The way Pierre wanted Micheau to learn it also exemplified the ideals of the time. Most boys learned their Latin through painful effort at school, but the Romans had not done this: they spoke it as naturally as they breathed air. It was because moderns had to learn the language artificially that they were unable ever to match the ancients in wisdom or greatness of soul—or so went the theory.
It was anything but a cruel experiment, at least in obvious respects. The new theories of education emphasized that learning should be pleasurable, and that the only motivation children needed was their inborn desire for knowledge. When he was a little older, Montaigne would learn Greek in a spirit of fun too. “We volleyed our conjugations back and forth,” he recalled, “like those who learn arithmetic and geometry by such games as checkers and chess.” His Greek did not stick: he later admitted to having little knowledge of the language. But, in general, the hedonistic approach to education did make a difference to him. Having been guided early in life by his own curiosity alone, he grew up to be an indepen
dent-minded adult, following his own path in everything rather than deferring to duty and discipline—an outcome perhaps more far-reaching than his father had bargained for.

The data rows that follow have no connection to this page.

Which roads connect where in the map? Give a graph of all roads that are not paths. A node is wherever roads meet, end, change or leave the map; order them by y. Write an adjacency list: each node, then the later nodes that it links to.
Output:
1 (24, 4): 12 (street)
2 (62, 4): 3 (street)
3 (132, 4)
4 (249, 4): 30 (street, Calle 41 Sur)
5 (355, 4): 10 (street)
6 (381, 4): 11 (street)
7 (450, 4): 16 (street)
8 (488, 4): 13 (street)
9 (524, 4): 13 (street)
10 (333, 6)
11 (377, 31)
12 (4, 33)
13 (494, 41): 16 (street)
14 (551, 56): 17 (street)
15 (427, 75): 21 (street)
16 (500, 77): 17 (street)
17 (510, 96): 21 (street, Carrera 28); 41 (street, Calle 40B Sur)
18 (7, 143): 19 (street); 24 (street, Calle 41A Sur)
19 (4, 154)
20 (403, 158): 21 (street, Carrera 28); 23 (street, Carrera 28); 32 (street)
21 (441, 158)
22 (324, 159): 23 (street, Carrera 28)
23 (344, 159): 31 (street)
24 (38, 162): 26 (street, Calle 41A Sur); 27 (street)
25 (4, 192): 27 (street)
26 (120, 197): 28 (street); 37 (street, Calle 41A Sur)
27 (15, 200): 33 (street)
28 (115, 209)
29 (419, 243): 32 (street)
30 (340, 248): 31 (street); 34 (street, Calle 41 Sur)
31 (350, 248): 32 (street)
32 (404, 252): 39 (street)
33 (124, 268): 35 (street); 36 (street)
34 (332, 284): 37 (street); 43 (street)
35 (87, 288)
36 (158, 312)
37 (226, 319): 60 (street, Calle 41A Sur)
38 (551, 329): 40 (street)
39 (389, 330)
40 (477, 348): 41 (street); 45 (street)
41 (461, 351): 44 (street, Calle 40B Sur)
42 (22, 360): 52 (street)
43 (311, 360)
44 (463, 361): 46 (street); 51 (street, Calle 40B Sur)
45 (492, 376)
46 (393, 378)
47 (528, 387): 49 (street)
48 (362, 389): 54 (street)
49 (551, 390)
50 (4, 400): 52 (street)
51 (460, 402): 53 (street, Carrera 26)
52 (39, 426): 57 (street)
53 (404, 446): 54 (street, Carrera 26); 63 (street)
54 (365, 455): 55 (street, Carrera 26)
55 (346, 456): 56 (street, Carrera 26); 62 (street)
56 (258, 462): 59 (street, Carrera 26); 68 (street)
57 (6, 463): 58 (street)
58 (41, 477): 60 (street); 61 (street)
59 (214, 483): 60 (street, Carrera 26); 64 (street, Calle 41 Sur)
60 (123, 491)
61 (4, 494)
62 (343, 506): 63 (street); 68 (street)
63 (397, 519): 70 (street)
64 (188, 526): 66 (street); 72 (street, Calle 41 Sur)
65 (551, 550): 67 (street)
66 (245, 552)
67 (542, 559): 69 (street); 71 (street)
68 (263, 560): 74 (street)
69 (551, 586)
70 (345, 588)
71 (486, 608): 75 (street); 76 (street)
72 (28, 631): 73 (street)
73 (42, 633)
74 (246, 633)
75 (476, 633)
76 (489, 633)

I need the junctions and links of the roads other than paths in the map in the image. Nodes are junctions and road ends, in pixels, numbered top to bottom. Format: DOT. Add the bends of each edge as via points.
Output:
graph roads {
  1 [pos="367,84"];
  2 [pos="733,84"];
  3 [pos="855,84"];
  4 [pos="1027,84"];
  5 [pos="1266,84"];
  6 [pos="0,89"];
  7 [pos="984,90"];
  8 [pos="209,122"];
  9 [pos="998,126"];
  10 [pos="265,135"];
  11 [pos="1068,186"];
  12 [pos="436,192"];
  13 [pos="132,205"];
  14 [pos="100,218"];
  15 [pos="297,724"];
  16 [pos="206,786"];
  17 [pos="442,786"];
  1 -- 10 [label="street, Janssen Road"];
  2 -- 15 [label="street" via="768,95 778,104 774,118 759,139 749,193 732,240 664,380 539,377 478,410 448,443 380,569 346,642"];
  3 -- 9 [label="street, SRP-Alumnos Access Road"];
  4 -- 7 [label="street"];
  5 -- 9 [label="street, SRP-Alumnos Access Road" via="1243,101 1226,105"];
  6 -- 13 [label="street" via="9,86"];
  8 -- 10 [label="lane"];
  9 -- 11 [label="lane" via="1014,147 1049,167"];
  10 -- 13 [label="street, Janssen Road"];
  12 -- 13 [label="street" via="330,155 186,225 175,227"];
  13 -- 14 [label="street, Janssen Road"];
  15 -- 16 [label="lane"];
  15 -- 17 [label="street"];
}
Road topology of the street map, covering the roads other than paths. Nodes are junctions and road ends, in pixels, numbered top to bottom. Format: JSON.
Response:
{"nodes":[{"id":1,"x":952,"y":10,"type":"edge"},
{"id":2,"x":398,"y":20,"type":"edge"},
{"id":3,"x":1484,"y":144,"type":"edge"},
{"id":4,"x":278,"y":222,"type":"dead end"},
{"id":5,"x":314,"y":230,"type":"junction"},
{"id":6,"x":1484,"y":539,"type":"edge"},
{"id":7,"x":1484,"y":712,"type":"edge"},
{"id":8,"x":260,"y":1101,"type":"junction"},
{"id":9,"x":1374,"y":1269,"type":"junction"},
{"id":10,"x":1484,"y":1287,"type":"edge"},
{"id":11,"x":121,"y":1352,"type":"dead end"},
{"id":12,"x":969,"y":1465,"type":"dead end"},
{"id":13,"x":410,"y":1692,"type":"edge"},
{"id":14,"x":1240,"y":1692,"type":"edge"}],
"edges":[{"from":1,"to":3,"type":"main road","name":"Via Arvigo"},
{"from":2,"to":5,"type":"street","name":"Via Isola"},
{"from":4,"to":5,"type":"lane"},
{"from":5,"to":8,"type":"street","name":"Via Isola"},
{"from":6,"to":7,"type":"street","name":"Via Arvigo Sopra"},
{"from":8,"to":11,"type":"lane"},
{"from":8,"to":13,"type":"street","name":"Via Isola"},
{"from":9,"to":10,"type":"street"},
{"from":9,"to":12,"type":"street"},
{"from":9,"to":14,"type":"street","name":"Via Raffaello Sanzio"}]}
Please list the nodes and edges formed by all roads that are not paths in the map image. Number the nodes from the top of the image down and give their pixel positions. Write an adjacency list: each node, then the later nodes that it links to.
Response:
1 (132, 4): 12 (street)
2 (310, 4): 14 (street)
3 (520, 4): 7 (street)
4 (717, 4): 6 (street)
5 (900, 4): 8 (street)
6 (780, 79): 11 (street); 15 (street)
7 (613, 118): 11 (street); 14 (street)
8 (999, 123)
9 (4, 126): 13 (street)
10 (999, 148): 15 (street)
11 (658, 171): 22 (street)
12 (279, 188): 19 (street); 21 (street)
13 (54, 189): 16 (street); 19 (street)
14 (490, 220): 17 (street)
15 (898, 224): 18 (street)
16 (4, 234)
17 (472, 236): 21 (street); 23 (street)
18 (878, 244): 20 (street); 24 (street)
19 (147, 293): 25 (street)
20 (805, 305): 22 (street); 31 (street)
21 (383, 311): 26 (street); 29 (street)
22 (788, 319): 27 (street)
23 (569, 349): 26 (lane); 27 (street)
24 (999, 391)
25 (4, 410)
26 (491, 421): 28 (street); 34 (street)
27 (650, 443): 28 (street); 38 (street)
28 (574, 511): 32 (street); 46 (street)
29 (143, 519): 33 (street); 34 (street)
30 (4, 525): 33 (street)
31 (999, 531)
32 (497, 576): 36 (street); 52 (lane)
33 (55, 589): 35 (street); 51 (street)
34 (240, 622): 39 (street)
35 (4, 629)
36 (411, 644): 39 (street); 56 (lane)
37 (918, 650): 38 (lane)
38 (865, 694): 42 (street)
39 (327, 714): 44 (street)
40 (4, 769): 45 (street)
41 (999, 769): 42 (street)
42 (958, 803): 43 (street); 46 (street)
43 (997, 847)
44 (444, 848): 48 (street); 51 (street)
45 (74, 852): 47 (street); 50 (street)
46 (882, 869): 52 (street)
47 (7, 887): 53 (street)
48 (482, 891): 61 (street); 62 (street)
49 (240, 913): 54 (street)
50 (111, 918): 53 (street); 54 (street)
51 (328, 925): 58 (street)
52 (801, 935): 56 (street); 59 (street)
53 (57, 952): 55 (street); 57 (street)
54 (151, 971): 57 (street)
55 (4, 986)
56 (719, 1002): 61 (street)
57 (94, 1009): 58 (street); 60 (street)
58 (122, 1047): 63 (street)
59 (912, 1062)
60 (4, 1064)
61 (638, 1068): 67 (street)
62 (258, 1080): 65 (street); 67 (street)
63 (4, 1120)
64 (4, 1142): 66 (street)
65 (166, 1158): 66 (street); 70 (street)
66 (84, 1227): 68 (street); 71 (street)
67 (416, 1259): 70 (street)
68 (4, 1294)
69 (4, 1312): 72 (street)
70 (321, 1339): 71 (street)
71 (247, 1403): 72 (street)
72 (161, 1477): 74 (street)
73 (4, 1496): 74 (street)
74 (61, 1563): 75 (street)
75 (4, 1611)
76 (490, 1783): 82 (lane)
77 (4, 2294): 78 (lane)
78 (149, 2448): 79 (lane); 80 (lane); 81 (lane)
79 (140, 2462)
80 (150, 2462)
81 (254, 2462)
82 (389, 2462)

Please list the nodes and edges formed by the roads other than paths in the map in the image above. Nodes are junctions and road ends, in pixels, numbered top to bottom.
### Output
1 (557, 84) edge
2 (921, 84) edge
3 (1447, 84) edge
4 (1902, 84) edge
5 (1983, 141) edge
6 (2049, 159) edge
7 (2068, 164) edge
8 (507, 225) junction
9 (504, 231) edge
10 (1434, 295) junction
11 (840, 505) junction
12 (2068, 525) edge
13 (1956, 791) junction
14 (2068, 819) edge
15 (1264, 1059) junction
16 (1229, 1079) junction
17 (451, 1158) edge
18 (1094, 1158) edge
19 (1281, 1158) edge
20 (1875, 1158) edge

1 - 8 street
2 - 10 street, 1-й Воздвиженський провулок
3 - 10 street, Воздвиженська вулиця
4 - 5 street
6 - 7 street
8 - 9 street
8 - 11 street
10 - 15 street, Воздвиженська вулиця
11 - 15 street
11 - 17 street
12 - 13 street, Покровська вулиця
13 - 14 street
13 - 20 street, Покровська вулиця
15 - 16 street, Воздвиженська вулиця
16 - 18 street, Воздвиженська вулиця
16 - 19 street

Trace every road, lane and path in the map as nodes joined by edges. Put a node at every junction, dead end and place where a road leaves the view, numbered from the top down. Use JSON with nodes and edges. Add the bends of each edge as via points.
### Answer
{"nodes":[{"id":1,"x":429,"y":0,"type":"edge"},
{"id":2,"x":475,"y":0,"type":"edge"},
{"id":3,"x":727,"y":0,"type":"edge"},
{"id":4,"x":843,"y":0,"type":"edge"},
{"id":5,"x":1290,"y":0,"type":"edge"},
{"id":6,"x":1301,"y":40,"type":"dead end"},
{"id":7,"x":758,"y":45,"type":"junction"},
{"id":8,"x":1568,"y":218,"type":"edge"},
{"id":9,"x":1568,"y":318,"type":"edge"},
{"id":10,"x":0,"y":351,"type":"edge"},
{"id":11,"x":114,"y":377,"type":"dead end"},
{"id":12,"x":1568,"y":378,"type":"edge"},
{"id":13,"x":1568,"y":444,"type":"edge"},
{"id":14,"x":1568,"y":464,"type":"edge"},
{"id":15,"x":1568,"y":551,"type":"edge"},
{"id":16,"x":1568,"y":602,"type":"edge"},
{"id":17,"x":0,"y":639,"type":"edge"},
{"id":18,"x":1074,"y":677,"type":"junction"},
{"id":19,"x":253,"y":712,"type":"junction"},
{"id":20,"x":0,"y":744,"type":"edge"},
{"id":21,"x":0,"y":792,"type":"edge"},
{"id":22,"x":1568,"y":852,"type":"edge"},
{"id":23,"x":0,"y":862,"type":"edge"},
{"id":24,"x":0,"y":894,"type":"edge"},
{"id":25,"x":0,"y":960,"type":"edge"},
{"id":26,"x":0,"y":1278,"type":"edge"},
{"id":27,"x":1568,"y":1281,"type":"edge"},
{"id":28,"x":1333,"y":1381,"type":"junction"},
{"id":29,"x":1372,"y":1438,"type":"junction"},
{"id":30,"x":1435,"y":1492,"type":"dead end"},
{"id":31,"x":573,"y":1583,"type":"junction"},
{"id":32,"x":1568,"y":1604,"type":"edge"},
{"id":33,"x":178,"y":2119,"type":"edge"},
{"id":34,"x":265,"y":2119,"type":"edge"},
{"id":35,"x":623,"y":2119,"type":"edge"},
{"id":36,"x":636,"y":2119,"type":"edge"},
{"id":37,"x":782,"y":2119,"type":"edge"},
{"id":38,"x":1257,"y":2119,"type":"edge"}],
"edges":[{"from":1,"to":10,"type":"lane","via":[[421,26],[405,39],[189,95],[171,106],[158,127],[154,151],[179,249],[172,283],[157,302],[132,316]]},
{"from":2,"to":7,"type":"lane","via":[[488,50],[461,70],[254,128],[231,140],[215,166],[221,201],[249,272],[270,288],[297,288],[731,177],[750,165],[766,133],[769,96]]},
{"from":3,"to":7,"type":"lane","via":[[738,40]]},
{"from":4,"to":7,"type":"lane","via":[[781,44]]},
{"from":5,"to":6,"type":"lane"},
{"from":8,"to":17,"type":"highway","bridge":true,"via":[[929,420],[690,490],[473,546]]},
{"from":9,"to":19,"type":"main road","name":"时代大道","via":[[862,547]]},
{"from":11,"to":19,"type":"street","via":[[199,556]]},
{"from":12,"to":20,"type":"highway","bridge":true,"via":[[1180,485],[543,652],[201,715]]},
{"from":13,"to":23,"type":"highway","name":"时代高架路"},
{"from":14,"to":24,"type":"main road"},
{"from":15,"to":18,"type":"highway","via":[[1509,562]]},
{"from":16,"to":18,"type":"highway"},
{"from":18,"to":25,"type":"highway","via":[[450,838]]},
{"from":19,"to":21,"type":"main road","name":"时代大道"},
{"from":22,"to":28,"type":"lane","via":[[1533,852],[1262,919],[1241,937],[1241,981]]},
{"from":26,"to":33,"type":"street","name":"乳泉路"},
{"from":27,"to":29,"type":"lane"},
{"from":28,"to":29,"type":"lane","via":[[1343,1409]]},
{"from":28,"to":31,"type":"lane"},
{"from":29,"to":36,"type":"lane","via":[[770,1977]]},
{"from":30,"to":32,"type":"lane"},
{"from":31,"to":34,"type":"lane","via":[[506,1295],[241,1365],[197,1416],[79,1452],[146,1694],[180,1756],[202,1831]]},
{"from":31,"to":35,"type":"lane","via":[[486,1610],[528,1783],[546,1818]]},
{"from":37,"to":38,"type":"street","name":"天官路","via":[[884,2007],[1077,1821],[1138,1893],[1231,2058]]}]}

Other aspects of Montaigne’s early life were governed by similar principles of ease. It was thought that “it troubles the tender brains of children to wake them in the morning with a start,” so Pierre had his son charmed out of bed like a cobra every day by the plangent sound of a lute or other musical instrument. Corporal punishment was almost unknown to him; in his entire boyhood, he was only twice struck with a rod, and then very gently. It was an education of “wisdom and tact.”
Pierre had got his ideas from his beloved scholar friends, and perhaps also from people he met in Italy, though the main ideologue to whom such an approach can be traced was a Dutchman, Erasmus of Rotterdam, who had written on education while based in Italy two decades earlier. Montaigne wrote that the scheme had been born from his father’s having made “all the inquiries a man can make, among men of learning and understanding.” Typically for Pierre, it was at once a scholarly notion and a flighty one. It certainly bore the mark of Pierre, rather than Antoinette, and one would give a lot to know what she thought about the project. If Montaigne’s peasant fostering had already set him apart from her, this stage of his education emphasized that separation even further. They were now living in the same house, but linguistically and culturally they were on different planets. She is unlikely to have become very proficient in Latin, although Montaigne says she learned some for his benefit. According to him, Pierre’s skills remained rudimentary too. If the experiment was genuinely as rigorous as his account implies (a big if), both parents now had only a stilted and unnatural way of talking to their son. Even Horst could not speak to him in a fully spontaneous manner, however profound his knowledge. So much for “naturalness.” One suspects—and hopes—that the rules were broken from time to time. Yet Montaigne mentions nothing of that. Nor does he seem to think that the experiment was anything less than a huge success.